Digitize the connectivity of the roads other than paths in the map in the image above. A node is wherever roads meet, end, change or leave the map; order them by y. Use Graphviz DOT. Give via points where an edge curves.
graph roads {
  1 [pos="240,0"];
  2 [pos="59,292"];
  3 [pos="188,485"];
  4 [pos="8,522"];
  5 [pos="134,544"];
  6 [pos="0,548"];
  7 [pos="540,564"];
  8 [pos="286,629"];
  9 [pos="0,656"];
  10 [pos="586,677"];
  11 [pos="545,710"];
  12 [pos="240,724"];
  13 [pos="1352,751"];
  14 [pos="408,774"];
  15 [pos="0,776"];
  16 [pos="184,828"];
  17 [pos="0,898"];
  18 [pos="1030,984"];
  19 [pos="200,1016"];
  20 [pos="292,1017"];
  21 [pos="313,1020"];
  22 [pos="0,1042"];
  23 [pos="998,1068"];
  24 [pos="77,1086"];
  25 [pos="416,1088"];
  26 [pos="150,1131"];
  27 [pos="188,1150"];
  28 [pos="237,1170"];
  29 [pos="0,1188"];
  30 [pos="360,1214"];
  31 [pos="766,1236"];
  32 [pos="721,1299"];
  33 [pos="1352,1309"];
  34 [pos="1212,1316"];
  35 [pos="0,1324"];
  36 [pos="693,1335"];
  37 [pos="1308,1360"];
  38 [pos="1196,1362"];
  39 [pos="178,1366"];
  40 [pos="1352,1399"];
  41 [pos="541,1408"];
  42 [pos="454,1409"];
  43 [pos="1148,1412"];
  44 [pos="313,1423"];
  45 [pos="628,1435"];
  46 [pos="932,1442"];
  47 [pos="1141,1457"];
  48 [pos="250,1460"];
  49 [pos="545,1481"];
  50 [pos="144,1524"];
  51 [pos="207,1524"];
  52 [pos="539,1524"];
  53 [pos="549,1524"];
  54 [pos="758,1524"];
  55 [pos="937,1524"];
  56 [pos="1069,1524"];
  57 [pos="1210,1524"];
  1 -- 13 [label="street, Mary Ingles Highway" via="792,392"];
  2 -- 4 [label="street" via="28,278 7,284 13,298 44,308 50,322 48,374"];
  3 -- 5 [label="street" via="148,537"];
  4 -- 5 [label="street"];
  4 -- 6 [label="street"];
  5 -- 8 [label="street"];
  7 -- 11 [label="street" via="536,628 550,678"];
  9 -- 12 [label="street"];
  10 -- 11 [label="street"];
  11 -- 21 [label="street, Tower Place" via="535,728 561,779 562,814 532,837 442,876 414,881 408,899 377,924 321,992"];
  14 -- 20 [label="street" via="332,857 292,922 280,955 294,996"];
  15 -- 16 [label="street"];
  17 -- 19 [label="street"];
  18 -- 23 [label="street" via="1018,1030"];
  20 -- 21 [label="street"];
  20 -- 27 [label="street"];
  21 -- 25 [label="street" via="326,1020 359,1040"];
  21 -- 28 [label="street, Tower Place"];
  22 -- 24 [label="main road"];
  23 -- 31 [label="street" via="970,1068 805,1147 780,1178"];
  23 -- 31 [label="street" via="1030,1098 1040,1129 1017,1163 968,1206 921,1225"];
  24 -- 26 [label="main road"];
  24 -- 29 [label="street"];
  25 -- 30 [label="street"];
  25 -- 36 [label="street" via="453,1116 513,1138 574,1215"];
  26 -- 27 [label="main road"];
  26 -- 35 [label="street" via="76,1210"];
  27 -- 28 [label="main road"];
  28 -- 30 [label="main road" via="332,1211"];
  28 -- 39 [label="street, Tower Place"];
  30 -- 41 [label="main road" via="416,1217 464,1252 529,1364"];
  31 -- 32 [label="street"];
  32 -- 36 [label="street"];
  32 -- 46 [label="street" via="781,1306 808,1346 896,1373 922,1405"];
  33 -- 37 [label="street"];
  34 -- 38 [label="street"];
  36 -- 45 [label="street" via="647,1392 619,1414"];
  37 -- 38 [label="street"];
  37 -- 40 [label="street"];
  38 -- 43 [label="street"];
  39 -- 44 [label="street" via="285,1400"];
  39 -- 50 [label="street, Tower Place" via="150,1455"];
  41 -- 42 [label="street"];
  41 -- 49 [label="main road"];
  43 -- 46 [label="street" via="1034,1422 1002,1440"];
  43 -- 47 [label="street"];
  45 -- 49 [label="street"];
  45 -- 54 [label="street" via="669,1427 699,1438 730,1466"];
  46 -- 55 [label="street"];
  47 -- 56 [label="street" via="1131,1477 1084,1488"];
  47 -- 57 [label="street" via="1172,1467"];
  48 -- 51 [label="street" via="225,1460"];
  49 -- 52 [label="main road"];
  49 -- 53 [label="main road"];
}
::::::::
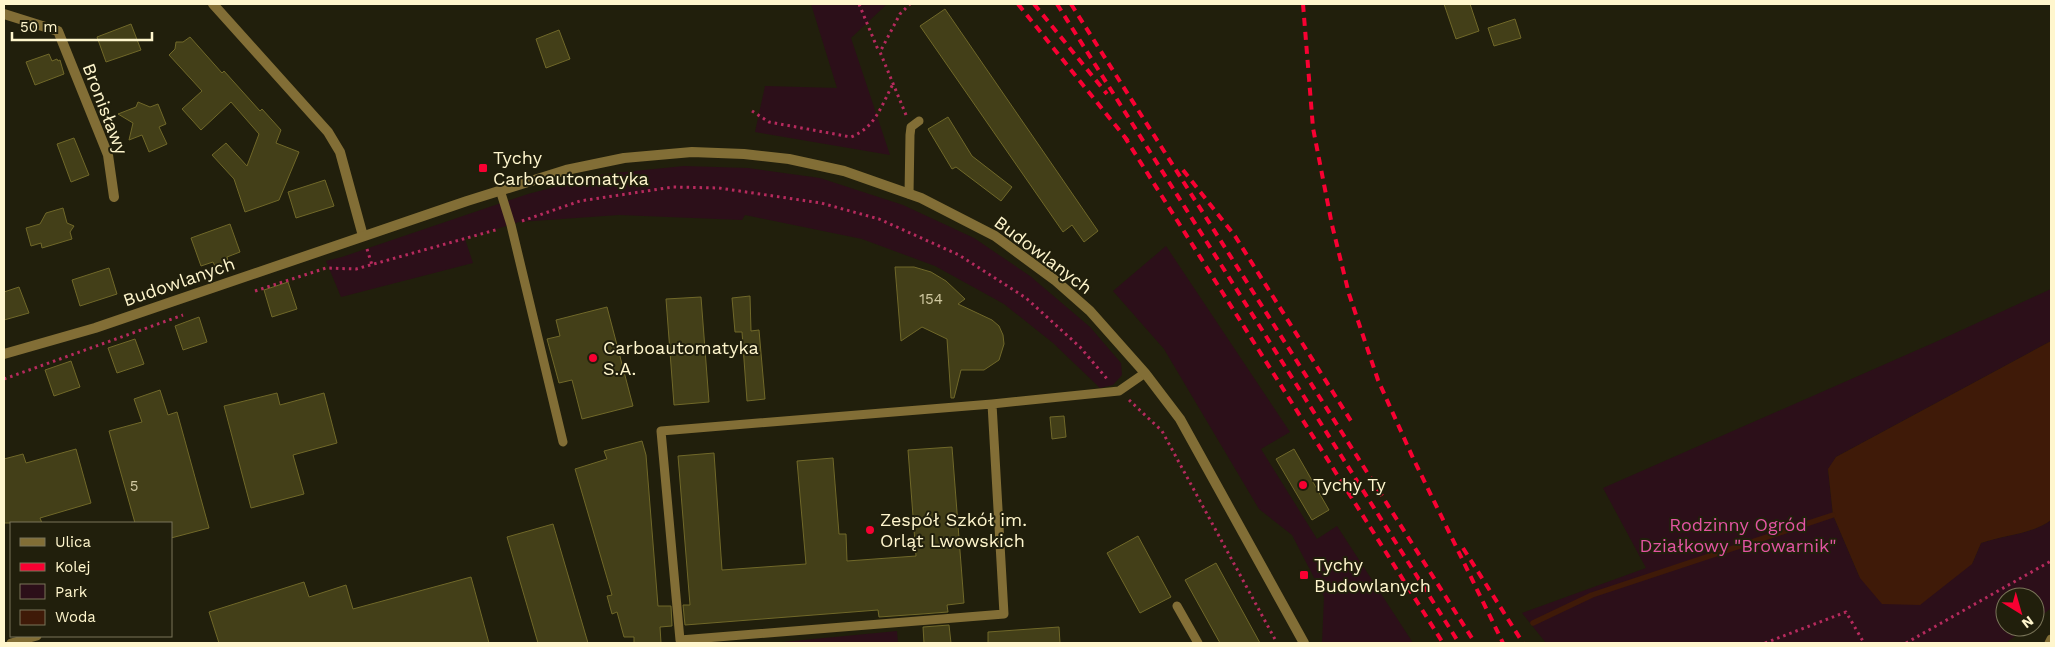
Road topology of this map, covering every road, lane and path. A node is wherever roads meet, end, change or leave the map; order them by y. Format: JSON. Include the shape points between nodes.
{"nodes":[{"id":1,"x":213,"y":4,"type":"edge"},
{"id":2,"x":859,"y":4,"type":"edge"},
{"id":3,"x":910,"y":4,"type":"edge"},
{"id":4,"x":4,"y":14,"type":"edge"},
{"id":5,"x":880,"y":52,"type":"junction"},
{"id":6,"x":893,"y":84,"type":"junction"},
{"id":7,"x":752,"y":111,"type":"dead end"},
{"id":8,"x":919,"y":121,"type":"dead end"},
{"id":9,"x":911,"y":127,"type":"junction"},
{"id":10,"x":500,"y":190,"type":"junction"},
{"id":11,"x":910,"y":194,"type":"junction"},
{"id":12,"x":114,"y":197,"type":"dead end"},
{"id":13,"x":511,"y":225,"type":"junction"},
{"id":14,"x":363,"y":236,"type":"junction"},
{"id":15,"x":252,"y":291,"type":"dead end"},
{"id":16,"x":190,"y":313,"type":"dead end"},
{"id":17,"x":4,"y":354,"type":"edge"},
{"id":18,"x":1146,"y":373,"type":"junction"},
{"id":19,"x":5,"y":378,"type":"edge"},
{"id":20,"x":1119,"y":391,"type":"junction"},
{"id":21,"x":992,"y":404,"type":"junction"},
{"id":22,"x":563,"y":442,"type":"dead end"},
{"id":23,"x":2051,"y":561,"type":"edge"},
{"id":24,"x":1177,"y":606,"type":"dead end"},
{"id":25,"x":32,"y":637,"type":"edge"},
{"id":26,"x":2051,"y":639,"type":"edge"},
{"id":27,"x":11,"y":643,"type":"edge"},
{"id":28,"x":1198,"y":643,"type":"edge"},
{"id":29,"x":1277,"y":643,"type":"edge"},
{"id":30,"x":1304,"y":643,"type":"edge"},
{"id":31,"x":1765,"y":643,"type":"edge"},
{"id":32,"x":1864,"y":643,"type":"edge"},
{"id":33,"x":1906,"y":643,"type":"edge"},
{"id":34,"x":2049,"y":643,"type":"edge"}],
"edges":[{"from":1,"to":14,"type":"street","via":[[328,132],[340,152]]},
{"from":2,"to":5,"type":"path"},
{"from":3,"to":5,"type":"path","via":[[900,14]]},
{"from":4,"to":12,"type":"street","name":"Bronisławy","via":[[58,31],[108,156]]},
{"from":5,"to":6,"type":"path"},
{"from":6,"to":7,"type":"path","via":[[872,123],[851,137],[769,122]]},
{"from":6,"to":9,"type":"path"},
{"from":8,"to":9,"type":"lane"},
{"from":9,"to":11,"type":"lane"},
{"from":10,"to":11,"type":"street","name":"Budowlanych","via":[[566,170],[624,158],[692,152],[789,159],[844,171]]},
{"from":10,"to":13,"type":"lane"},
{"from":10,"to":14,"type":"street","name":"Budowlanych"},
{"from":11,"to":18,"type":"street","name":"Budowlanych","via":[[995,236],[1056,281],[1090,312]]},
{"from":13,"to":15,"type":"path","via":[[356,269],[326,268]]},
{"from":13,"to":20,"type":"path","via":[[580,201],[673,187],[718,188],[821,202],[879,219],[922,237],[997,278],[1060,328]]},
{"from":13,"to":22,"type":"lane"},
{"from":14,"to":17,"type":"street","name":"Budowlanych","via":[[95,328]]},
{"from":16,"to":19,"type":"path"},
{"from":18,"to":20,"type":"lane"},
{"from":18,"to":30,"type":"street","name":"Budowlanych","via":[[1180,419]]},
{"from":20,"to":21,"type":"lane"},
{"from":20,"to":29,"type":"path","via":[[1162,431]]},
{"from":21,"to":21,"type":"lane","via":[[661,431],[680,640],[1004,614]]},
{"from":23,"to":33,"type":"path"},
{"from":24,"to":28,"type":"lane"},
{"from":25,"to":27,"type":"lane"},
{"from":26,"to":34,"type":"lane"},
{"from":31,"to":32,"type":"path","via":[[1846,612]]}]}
::::::::
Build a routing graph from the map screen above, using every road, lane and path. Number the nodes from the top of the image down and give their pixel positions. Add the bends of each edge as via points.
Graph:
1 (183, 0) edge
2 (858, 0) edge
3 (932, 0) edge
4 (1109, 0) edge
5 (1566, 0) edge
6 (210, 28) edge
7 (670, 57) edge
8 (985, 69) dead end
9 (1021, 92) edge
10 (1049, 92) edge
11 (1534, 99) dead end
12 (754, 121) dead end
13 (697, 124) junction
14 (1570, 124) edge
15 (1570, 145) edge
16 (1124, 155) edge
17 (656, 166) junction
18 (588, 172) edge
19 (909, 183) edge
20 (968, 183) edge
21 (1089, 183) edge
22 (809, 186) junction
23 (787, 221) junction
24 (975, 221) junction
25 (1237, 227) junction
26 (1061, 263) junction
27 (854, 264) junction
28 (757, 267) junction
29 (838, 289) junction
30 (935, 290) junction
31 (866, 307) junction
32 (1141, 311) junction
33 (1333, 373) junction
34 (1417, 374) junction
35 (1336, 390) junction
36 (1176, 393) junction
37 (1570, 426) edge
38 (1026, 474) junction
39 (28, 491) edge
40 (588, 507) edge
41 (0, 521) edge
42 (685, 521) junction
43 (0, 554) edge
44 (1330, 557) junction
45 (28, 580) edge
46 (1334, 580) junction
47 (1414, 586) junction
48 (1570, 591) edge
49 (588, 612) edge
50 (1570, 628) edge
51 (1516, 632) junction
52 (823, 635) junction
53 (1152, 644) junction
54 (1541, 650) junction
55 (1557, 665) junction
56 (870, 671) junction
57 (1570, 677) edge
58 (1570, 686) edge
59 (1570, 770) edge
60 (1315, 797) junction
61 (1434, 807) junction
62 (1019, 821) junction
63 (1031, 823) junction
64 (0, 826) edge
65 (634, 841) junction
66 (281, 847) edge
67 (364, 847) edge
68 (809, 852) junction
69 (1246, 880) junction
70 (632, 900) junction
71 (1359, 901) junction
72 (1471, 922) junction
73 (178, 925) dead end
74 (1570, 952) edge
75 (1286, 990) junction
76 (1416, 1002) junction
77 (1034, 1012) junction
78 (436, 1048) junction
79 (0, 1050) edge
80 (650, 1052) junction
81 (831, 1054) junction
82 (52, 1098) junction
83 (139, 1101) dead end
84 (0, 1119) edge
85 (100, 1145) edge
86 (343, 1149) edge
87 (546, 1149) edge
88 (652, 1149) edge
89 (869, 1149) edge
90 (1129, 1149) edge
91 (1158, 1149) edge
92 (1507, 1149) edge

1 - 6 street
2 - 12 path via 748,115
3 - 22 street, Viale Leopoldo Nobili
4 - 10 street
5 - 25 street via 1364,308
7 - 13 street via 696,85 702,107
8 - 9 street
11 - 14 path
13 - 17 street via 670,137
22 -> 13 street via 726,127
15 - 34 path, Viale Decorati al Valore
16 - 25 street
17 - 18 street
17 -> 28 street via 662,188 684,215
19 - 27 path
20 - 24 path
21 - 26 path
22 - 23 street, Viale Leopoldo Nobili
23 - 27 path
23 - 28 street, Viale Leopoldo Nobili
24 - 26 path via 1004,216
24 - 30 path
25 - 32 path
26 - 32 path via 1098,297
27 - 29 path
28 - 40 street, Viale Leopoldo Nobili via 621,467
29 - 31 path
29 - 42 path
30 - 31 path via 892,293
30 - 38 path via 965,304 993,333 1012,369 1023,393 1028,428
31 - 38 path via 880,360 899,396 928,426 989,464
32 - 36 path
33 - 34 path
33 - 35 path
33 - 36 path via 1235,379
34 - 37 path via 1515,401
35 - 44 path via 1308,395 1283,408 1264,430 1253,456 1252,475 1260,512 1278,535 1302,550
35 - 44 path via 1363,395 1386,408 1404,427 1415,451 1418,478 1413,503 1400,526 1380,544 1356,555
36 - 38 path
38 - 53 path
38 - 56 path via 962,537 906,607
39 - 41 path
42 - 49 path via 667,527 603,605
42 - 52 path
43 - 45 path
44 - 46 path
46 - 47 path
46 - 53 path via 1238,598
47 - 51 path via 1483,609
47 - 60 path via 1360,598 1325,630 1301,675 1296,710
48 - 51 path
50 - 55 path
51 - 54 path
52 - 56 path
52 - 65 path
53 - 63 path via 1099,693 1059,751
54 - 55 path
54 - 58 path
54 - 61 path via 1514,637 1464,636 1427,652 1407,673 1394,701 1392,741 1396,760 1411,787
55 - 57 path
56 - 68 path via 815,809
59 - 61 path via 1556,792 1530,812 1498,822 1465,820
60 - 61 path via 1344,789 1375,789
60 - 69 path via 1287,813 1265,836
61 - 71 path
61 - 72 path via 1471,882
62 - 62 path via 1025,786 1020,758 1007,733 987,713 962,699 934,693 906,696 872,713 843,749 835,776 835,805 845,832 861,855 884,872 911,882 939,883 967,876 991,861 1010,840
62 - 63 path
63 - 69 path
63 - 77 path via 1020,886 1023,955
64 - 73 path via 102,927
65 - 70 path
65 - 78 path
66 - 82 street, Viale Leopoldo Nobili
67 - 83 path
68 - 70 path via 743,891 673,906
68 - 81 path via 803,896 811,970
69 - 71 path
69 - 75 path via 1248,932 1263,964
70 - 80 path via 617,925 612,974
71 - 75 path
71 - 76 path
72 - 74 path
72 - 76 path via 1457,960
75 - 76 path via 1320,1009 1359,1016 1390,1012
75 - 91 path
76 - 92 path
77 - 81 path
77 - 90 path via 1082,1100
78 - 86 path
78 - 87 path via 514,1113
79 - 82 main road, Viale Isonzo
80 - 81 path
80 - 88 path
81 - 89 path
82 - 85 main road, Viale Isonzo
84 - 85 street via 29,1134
::::::::
Brief: Show the lines of the listing above with "Place".

Exercise result:
  11 -- 21 [label="street, Tower Place" via="535,728 561,779 562,814 532,837 442,876 414,881 408,899 377,924 321,992"];
  21 -- 28 [label="street, Tower Place"];
  28 -- 39 [label="street, Tower Place"];
  39 -- 50 [label="street, Tower Place" via="150,1455"];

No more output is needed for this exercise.